● Exercise description: Lines with "main": pull these out of the listing below.

● Records shown:
- - -

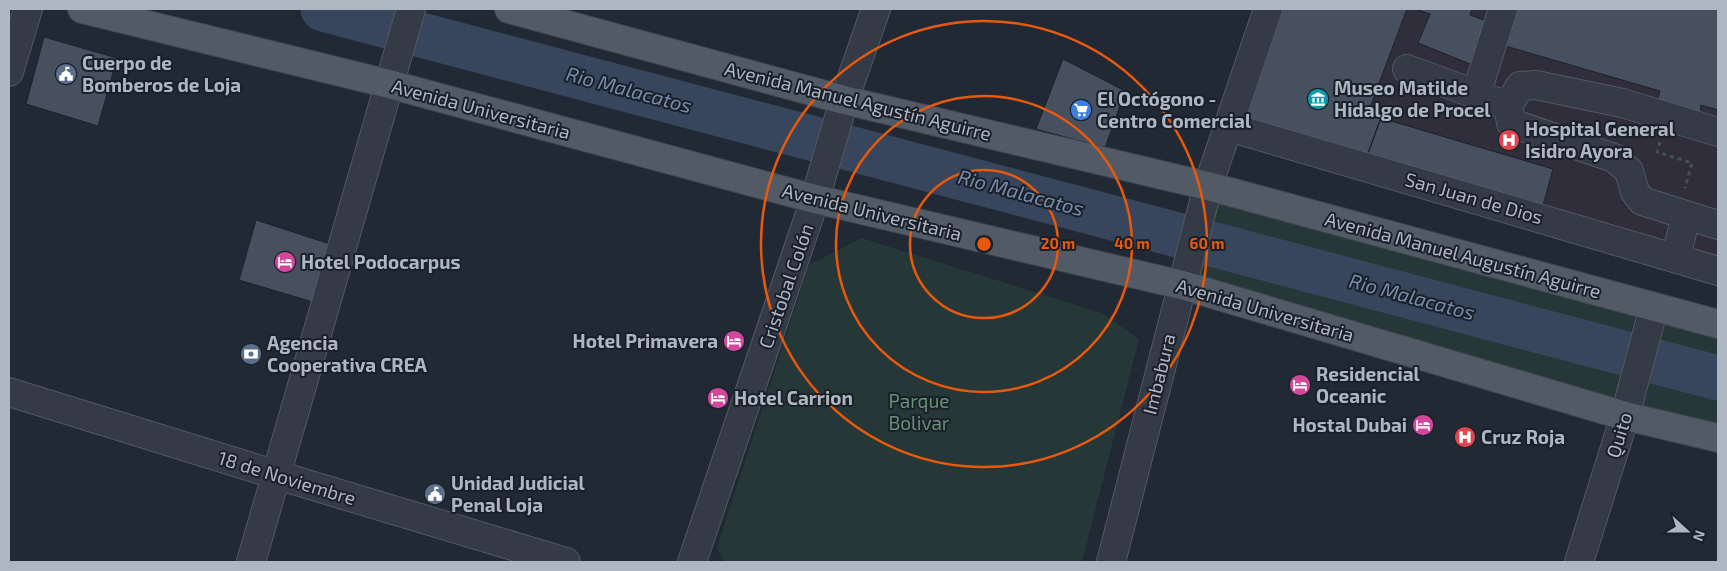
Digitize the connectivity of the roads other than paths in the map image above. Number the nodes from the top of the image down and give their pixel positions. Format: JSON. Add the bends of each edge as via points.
{"nodes":[{"id":1,"x":28,"y":9,"type":"edge"},
{"id":2,"x":82,"y":9,"type":"edge"},
{"id":3,"x":411,"y":9,"type":"edge"},
{"id":4,"x":509,"y":9,"type":"edge"},
{"id":5,"x":876,"y":9,"type":"edge"},
{"id":6,"x":1268,"y":9,"type":"edge"},
{"id":7,"x":1503,"y":9,"type":"edge"},
{"id":8,"x":1407,"y":69,"type":"dead end"},
{"id":9,"x":9,"y":72,"type":"edge"},
{"id":10,"x":392,"y":76,"type":"junction"},
{"id":11,"x":1476,"y":95,"type":"junction"},
{"id":12,"x":843,"y":105,"type":"junction"},
{"id":13,"x":1508,"y":106,"type":"junction"},
{"id":14,"x":1229,"y":126,"type":"junction"},
{"id":15,"x":1718,"y":132,"type":"edge"},
{"id":16,"x":1207,"y":190,"type":"junction"},
{"id":17,"x":818,"y":191,"type":"junction"},
{"id":18,"x":1681,"y":213,"type":"junction"},
{"id":19,"x":1718,"y":225,"type":"edge"},
{"id":20,"x":1676,"y":258,"type":"junction"},
{"id":21,"x":1718,"y":271,"type":"edge"},
{"id":22,"x":1182,"y":282,"type":"junction"},
{"id":23,"x":1652,"y":314,"type":"junction"},
{"id":24,"x":1718,"y":324,"type":"edge"},
{"id":25,"x":9,"y":392,"type":"edge"},
{"id":26,"x":1627,"y":410,"type":"junction"},
{"id":27,"x":1718,"y":438,"type":"edge"},
{"id":28,"x":276,"y":476,"type":"junction"},
{"id":29,"x":251,"y":562,"type":"edge"},
{"id":30,"x":566,"y":562,"type":"edge"},
{"id":31,"x":692,"y":562,"type":"edge"},
{"id":32,"x":1111,"y":562,"type":"edge"},
{"id":33,"x":1579,"y":562,"type":"edge"}],
"edges":[{"from":1,"to":9,"type":"street"},
{"from":2,"to":10,"type":"main road","name":"Avenida Universitaria"},
{"from":3,"to":10,"type":"street"},
{"from":4,"to":12,"type":"main road","name":"Avenida Manuel Agustín Aguirre"},
{"from":5,"to":12,"type":"street","name":"Cristobal Colón"},
{"from":6,"to":14,"type":"street","name":"Imbabura"},
{"from":7,"to":11,"type":"street"},
{"from":8,"to":11,"type":"street"},
{"from":10,"to":17,"type":"main road","name":"Avenida Universitaria"},
{"from":10,"to":28,"type":"street"},
{"from":11,"to":13,"type":"street"},
{"from":12,"to":16,"type":"main road","name":"Avenida Manuel Agustín Aguirre"},
{"from":12,"to":17,"type":"street","name":"Cristobal Colón"},
{"from":13,"to":15,"type":"street","via":[[1520,86],[1536,85],[1622,103]]},
{"from":13,"to":18,"type":"street","via":[[1511,123],[1614,158],[1629,172],[1635,192],[1642,201]]},
{"from":14,"to":16,"type":"street","name":"Imbabura"},
{"from":14,"to":20,"type":"street","name":"San Juan de Dios"},
{"from":16,"to":22,"type":"street","name":"Imbabura"},
{"from":16,"to":23,"type":"main road","name":"Avenida Manuel Augustín Aguirre"},
{"from":17,"to":22,"type":"main road","name":"Avenida Universitaria"},
{"from":17,"to":31,"type":"street","name":"Cristobal Colón"},
{"from":18,"to":19,"type":"street"},
{"from":18,"to":20,"type":"street"},
{"from":20,"to":21,"type":"street","name":"San Juan de Dios"},
{"from":22,"to":26,"type":"main road","name":"Avenida Universitaria"},
{"from":22,"to":32,"type":"street","name":"Imbabura"},
{"from":23,"to":24,"type":"main road","name":"Avenida Manuel Augustín Aguirre"},
{"from":23,"to":26,"type":"street","name":"Quito"},
{"from":25,"to":28,"type":"street","name":"18 de Noviembre"},
{"from":26,"to":27,"type":"main road","name":"Avenida Universitaria"},
{"from":26,"to":33,"type":"street","name":"Quito"},
{"from":28,"to":29,"type":"street"},
{"from":28,"to":30,"type":"street","name":"18 de Noviembre"}]}
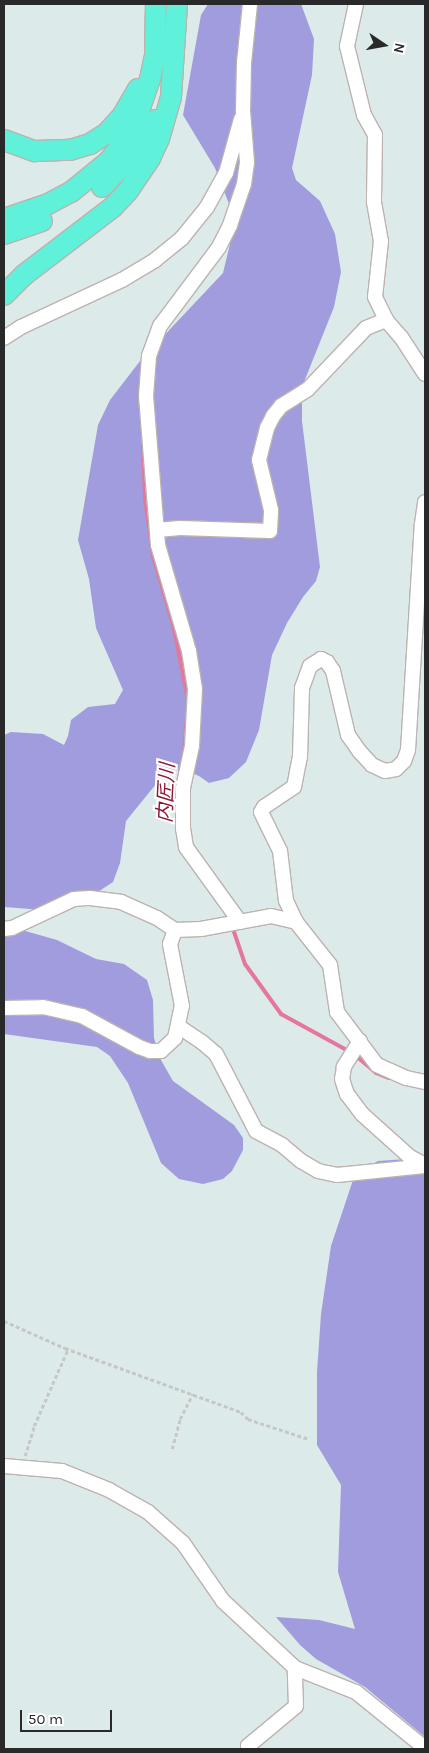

- - -

● Answer to the problem:
{"from":2,"to":10,"type":"main road","name":"Avenida Universitaria"},
{"from":4,"to":12,"type":"main road","name":"Avenida Manuel Agustín Aguirre"},
{"from":10,"to":17,"type":"main road","name":"Avenida Universitaria"},
{"from":12,"to":16,"type":"main road","name":"Avenida Manuel Agustín Aguirre"},
{"from":16,"to":23,"type":"main road","name":"Avenida Manuel Augustín Aguirre"},
{"from":17,"to":22,"type":"main road","name":"Avenida Universitaria"},
{"from":22,"to":26,"type":"main road","name":"Avenida Universitaria"},
{"from":23,"to":24,"type":"main road","name":"Avenida Manuel Augustín Aguirre"},
{"from":26,"to":27,"type":"main road","name":"Avenida Universitaria"},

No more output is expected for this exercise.